Até muitas das nossas orações são um pouco deste tipo, são pedidos de favores dirigidos ao Senhor, sem um verdadeiro interesse por Ele. Vamos pedir, pedir, pedir ao Senhor. O Evangelho observa que Jesus vivia frequentemente circundado por muitas pessoas que o procuravam para obter algo, curas, ajudas materiais, mas não simplesmente para estar com Ele. Era pressionado pelas multidões, e, contudo, estava sozinho. Alguns santos, e até certos artistas, meditaram sobre esta condição de Jesus. Poderia parecer estranho, irreal, perguntar ao Senhor: “Como estás?”. E, no entanto, é um modo muito bonito de entrar numa relação verdadeira, sincera, com a sua humanidade, com o seu sofrimento, até com a sua singular solidão. Com Ele, com o Senhor, que quis partilhar até ao fim a sua vida connosco.
Faz-nos muito bem aprender a estar com Ele, a estar com o Senhor sem outro objetivo, exatamente como nos acontece com as pessoas de quem gostamos: desejamos conhecê-las cada vez mais, porque é bom estar com elas.
Caros irmãos e irmãs, a vida espiritual não é uma técnica à nossa disposição, não é um programa de “bem-estar” interior que nos compete planificar. Não! A vida espiritual é a relação com o Vivente, com Deus, o Vivente, irredutível às nossas categorias. Então, a desolação é a resposta mais clara à objeção de que a experiência de Deus constitui uma forma de sugestão, uma simples projeção dos nossos desejos. A desolação consiste em não sentir nada, tudo escuro: mas tu procuras Deus na desolação. Em tal caso, se pensarmos que é uma projeção dos nossos desejos, seríamos sempre nós a programá-la, estaríamos sempre felizes e satisfeitos, como um disco que repete a mesma música. Ao contrário, quem reza observa que os resultados são imprevisíveis: experiências e passagens da Bíblia que muitas vezes nos entusiasmaram, hoje, estranhamente, não suscitam emoção alguma. E, igualmente de modo inesperado, experiências, encontros e leituras a que nunca se prestara atenção ou que se preferiria evitar - como a experiência da Cruz - trazem uma paz imensa. Não temais a desolação, levai-a avante com perseverança, não escapeis. E na desolação procurai encontrar o coração de Cristo, encontrar o Senhor. E a resposta chega, sempre.
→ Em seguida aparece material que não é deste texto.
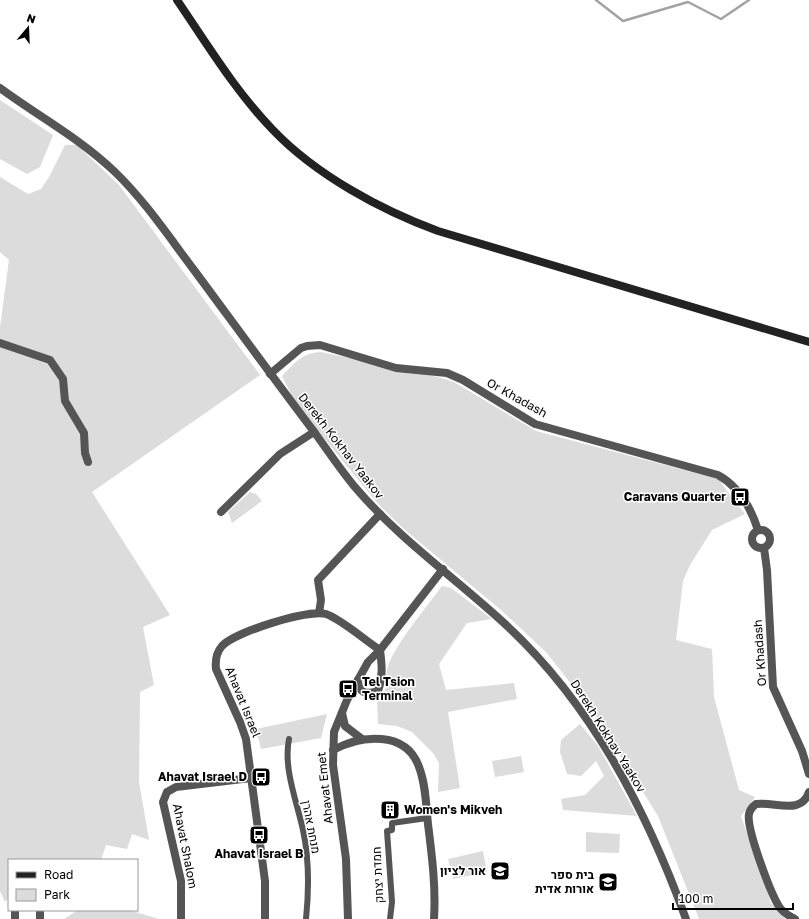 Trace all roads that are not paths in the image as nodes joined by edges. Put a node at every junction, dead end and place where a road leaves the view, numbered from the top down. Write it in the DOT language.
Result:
graph roads {
  1 [pos="178,0"];
  2 [pos="0,88"];
  3 [pos="809,342"];
  4 [pos="0,343"];
  5 [pos="270,374"];
  6 [pos="314,432"];
  7 [pos="88,462"];
  8 [pos="221,512"];
  9 [pos="380,514"];
  10 [pos="758,530"];
  11 [pos="764,548"];
  12 [pos="443,569"];
  13 [pos="319,613"];
  14 [pos="380,650"];
  15 [pos="358,680"];
  16 [pos="342,712"];
  17 [pos="289,739"];
  18 [pos="362,739"];
  19 [pos="333,750"];
  20 [pos="809,774"];
  21 [pos="251,778"];
  22 [pos="809,792"];
  23 [pos="427,818"];
  24 [pos="181,919"];
  25 [pos="265,919"];
  26 [pos="306,919"];
  27 [pos="348,919"];
  28 [pos="390,919"];
  29 [pos="434,919"];
  30 [pos="686,919"];
  31 [pos="795,919"];
  1 -- 3 [label="main road"];
  2 -- 5 [label="street, Derekh Kokhav Yaakov"];
  4 -- 7 [label="street"];
  5 -- 6 [label="street, Derekh Kokhav Yaakov"];
  5 -- 10 [label="street, Or Khadash"];
  6 -- 8 [label="street"];
  6 -- 9 [label="street, Derekh Kokhav Yaakov"];
  9 -- 12 [label="street, Derekh Kokhav Yaakov"];
  9 -- 13 [label="street"];
  10 -- 11 [label="street"];
  10 -- 11 [label="street"];
  11 -- 20 [label="street, Or Khadash"];
  12 -- 14 [label="street, Ahavat Emet"];
  12 -- 30 [label="street, Derekh Kokhav Yaakov"];
  13 -- 14 [label="street, Ahavat Israel"];
  13 -- 21 [label="street, Ahavat Israel"];
  14 -- 15 [label="street, Ahavat Emet"];
  14 -- 15 [label="street"];
  15 -- 16 [label="street, Ahavat Emet"];
  16 -- 18 [label="street"];
  16 -- 19 [label="street, Ahavat Emet"];
  17 -- 26 [label="street, מנחת אהרן"];
  18 -- 19 [label="street"];
  18 -- 23 [label="street"];
  19 -- 27 [label="street, Ahavat Emet"];
  21 -- 24 [label="street, Ahavat Shalom"];
  21 -- 25 [label="street, Ahavat Israel"];
  22 -- 31 [label="street"];
  23 -- 28 [label="street, חמדת יצחק"];
  23 -- 29 [label="street"];
} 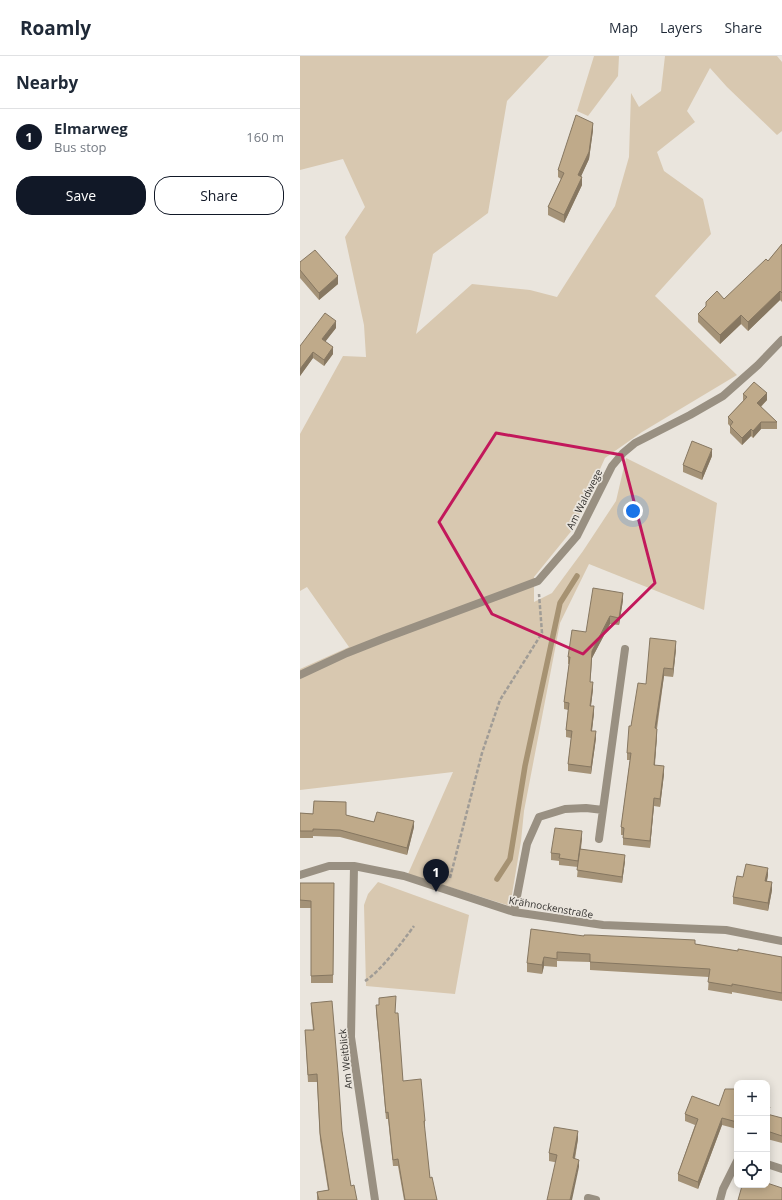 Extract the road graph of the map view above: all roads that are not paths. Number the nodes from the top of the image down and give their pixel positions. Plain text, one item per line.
1 (782, 340) edge
2 (625, 649) dead end
3 (300, 675) edge
4 (603, 810) junction
5 (599, 839) dead end
6 (354, 866) junction
7 (300, 875) edge
8 (514, 912) junction
9 (782, 941) edge
10 (770, 1165) edge
11 (734, 1167) edge
12 (782, 1169) edge
13 (375, 1200) edge
14 (720, 1200) edge

1 - 3 street, Am Waldwege
2 - 4 street
4 - 5 street
4 - 8 street
6 - 7 street, Krähnockenstraße
6 - 8 street, Krähnockenstraße
6 - 13 street, Am Weitblick
8 - 9 street, Krähnockenstraße
10 - 12 street
11 - 14 street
Portanto, diante das dificuldades nunca devemos desanimar, por favor, mas enfrentar a provação com decisão, com a ajuda da graça de Deus que nunca nos falta. E se ouvirmos dentro de nós uma voz insistente, que nos quer distrair da oração, aprendamos a desmascará-la como a voz do tentador; e não nos deixemos impressionar: façamos simplesmente o contrário do que ela nos diz! Obrigado.